Imaginez un instant que l’Assemblée nationale française siège à Paris la plupart du temps, sauf une semaine par mois où elle serait convoquée à Bordeaux. L’administration de l’Assemblée nationale aurait ses locaux à Poitiers, les sommets ministériels seraient régulièrement organisés de façon éparpillée un peu partout en France, la Cour constitutionnelle et la Cour des comptes se réuniraient à Rouen, la Banque publique d’investissement serait à Bastia et la Banque de France aurait son siège à Toulouse.

Incommode et irréel ? En effet.

Mais cette situation ressemble à celle, bien réelle, de la transhumance des institutions européennes. Celles-ci sont non seulement éparpillées à Bruxelles, Strasbourg, Luxembourg, Francfort et Londres mais le Parlement européen est aussi obligé de faire une navette mensuelle entre la Belgique et la France.

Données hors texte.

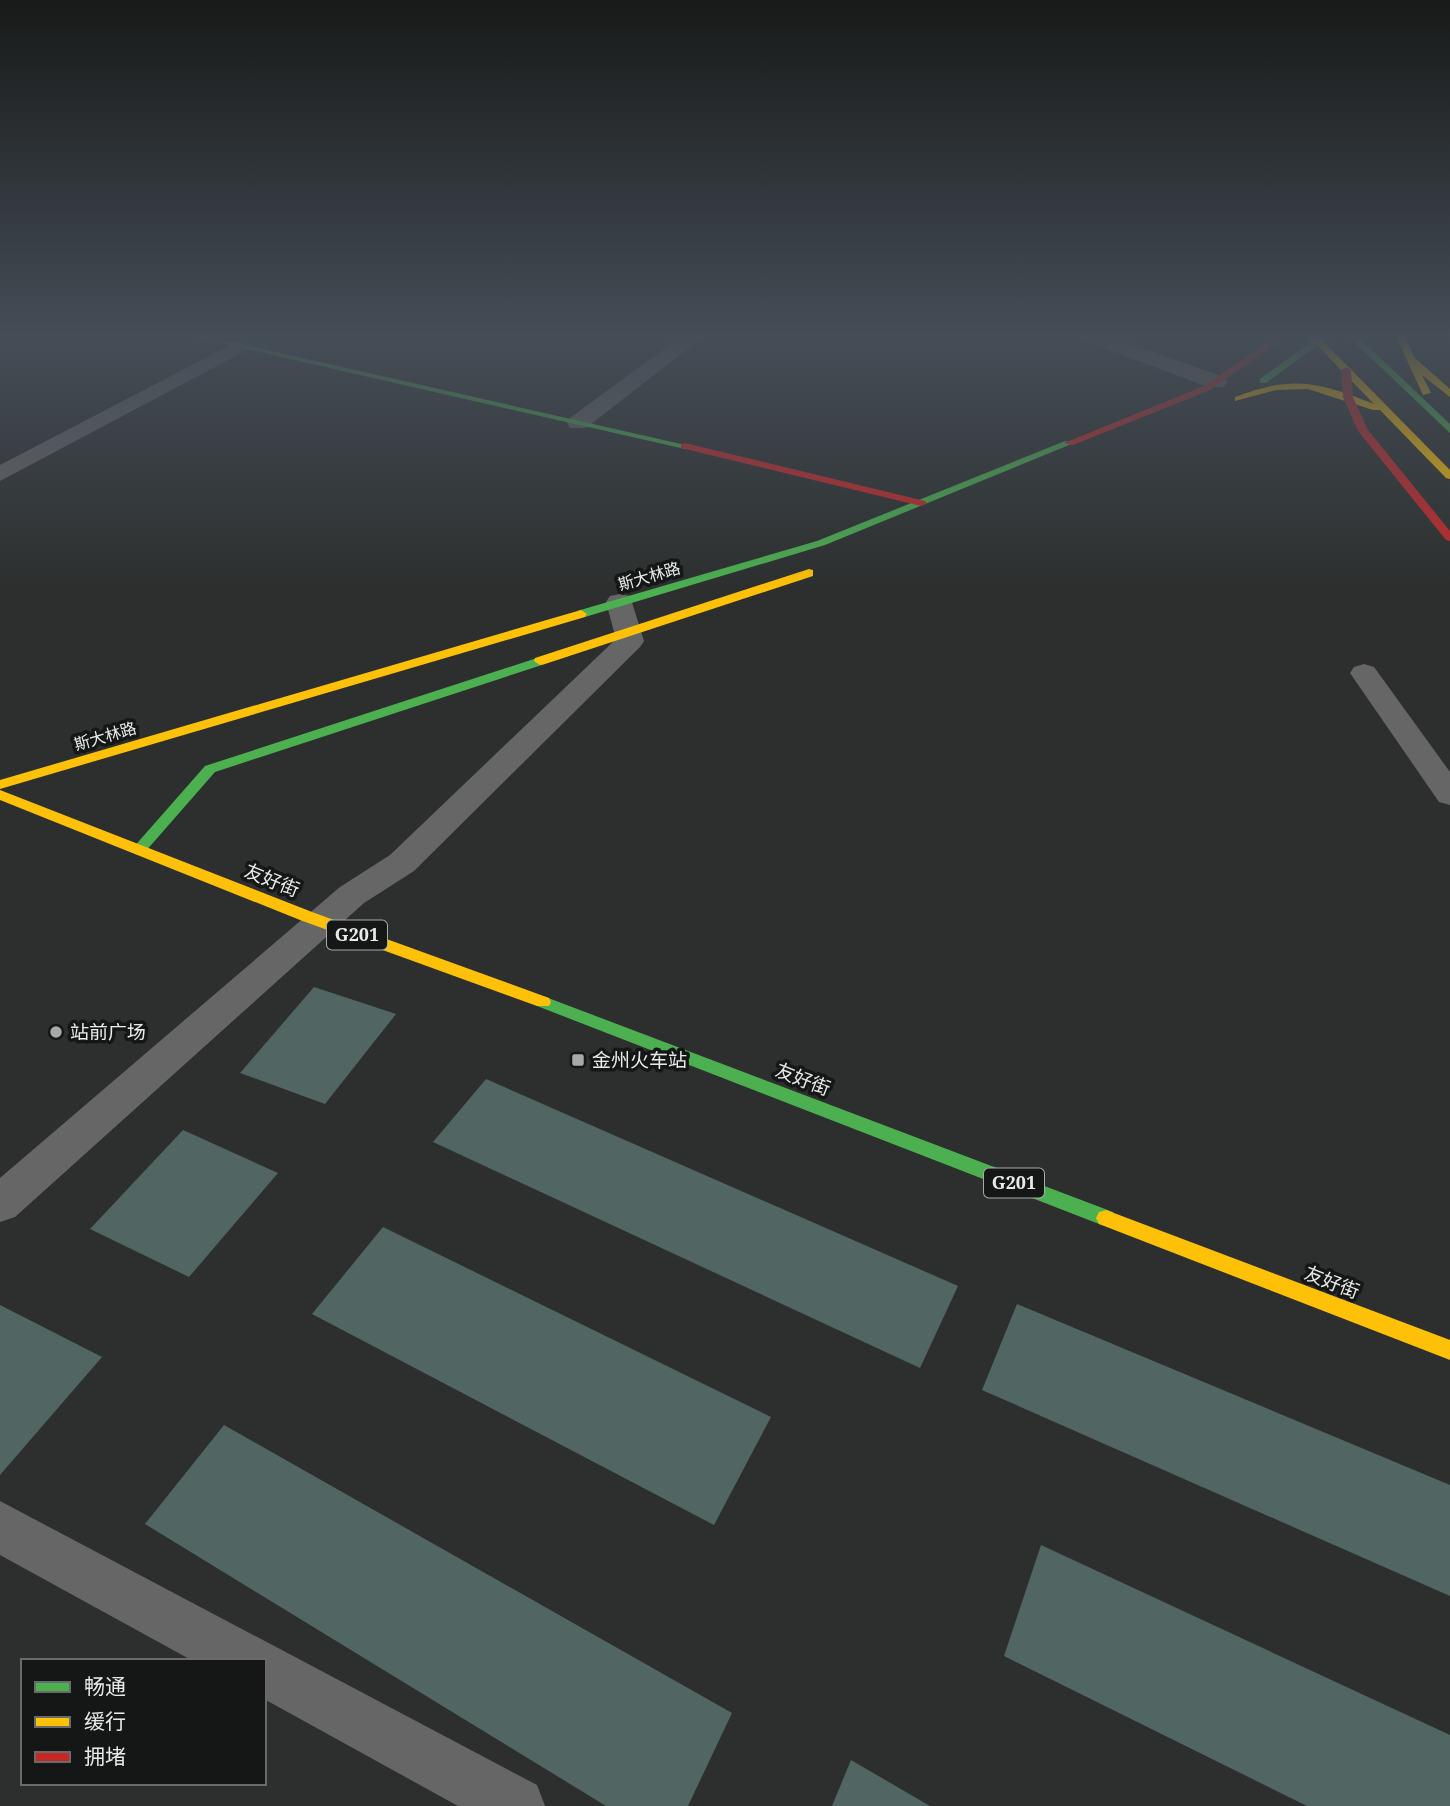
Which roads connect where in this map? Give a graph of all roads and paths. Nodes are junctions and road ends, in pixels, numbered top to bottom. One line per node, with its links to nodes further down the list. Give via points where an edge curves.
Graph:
1 (101, 420): 8 (street)
2 (566, 420): 7 (main road)
3 (582, 420): 7 (street)
4 (1123, 420): 10 (main road, 斯大林路)
5 (1358, 420): 11 (main road)
6 (1396, 420): 9 (main road)
7 (578, 423): 10 (main road)
8 (0, 474)
9 (1450, 476)
10 (921, 503): 13 (main road, 斯大林路)
11 (1450, 538)
12 (821, 569): 13 (main road, 斯大林路)
13 (624, 617): 15 (main road, 斯大林路); 18 (main road, 斯大林路, via 210,769); 19 (street, via 630,641 402,863 352,895)
14 (1364, 673): 17 (street)
15 (0, 785)
16 (0, 795): 18 (main road, G201)
17 (1450, 796)
18 (140, 849): 19 (main road, 友好街 / G201)
19 (321, 922): 20 (street); 21 (main road, 友好街 / G201, via 578,1015)
20 (7, 1187)
21 (1450, 1350)
22 (0, 1527): 23 (street)
23 (244, 1659)
24 (266, 1671): 25 (street)
25 (516, 1806)

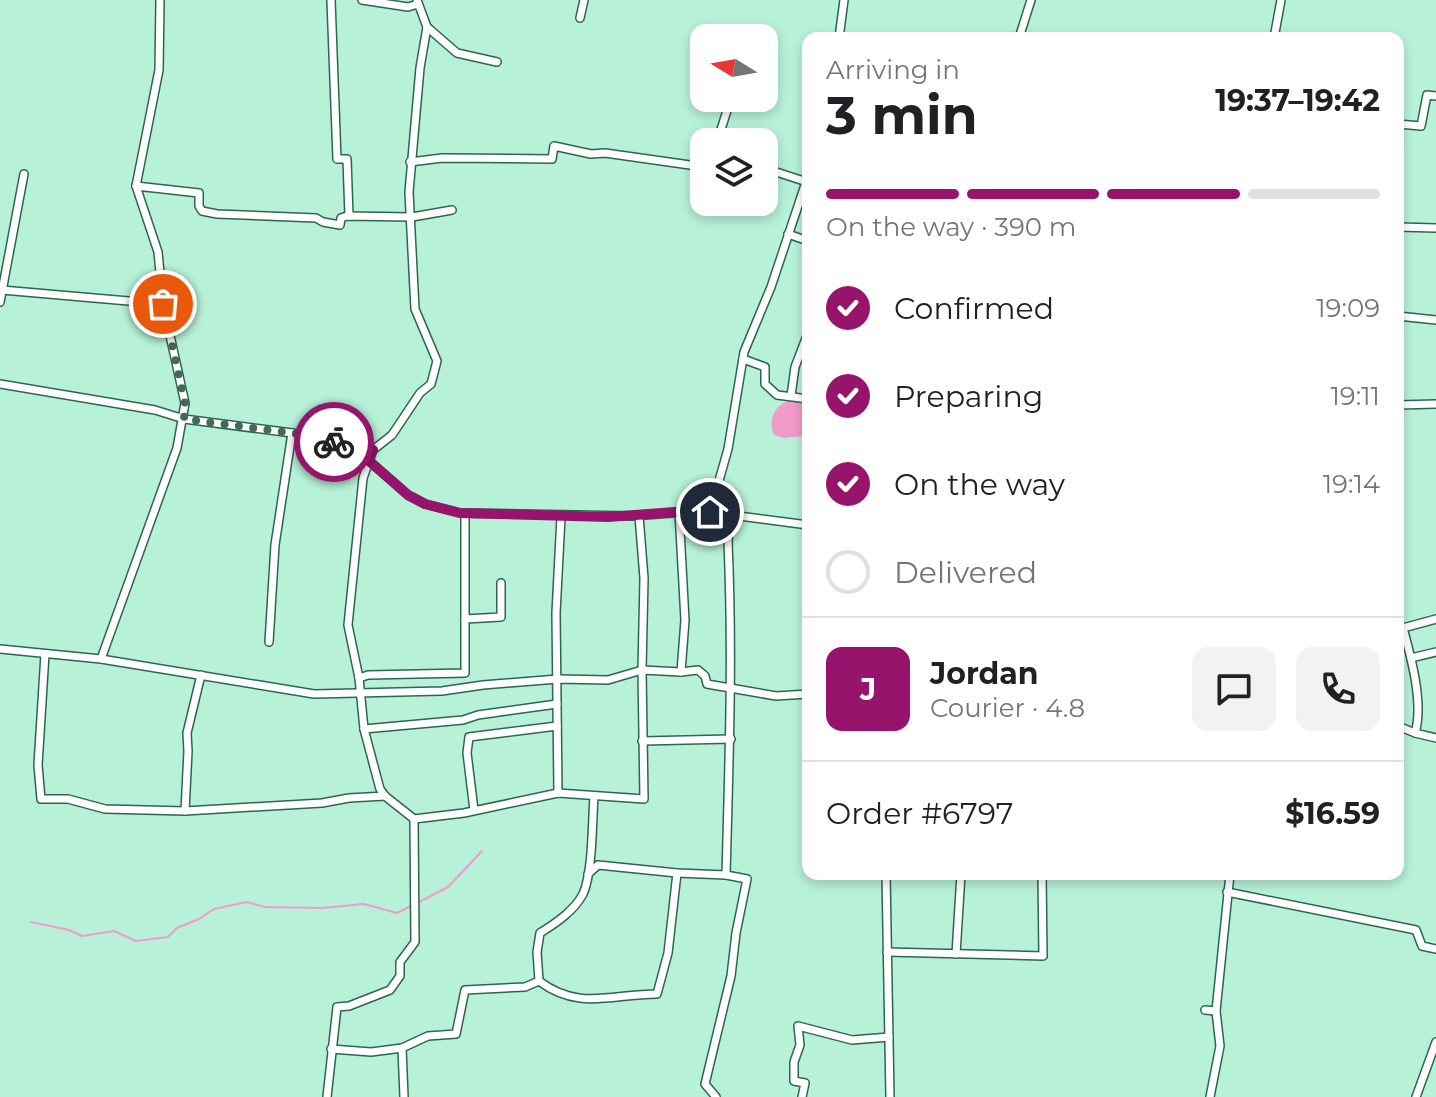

Au cours des deux dernières années, une campagne visant à arrêter le cirque ambulant du Parlement européen a gagné en influence. Le Comité des affaires constitutionnelles débat actuellement d’un rapport sur la situation des principales institutions de l’Europe. Son objectif est de rationaliser le fonctionnement du Parlement en le situant dans une seule ville, très probablement le siège de la Commission européenne, c’est-à-dire Bruxelles.

Des décennies de cauchemars logistiques

Depuis les débuts de l’intégration européenne dans les années 1950, Strasbourg a accueilli les institutions européennes,  le Conseil de l’Europe d’abord, et plus tard le Parlement européen. Toutefois, Bruxelles est rapidement apparue comme le centre politique actuel de l’Union européenne, de sorte que le travail du Parlement se faisait de plus en plus à Bruxelles. Strasbourg est toujours le second siège du Parlement européen et un traité européen lui garantit le droit d’accueillir 12 sessions parlementaires par an. Le Parlement siège donc dans deux villes distinctes. Et le Secrétariat du Parlement européen ne se trouve ni à Bruxelles, ni à Strasbourg – ce serait trop simple. C’est à Luxembourg que la bureaucratie parlementaire travaille.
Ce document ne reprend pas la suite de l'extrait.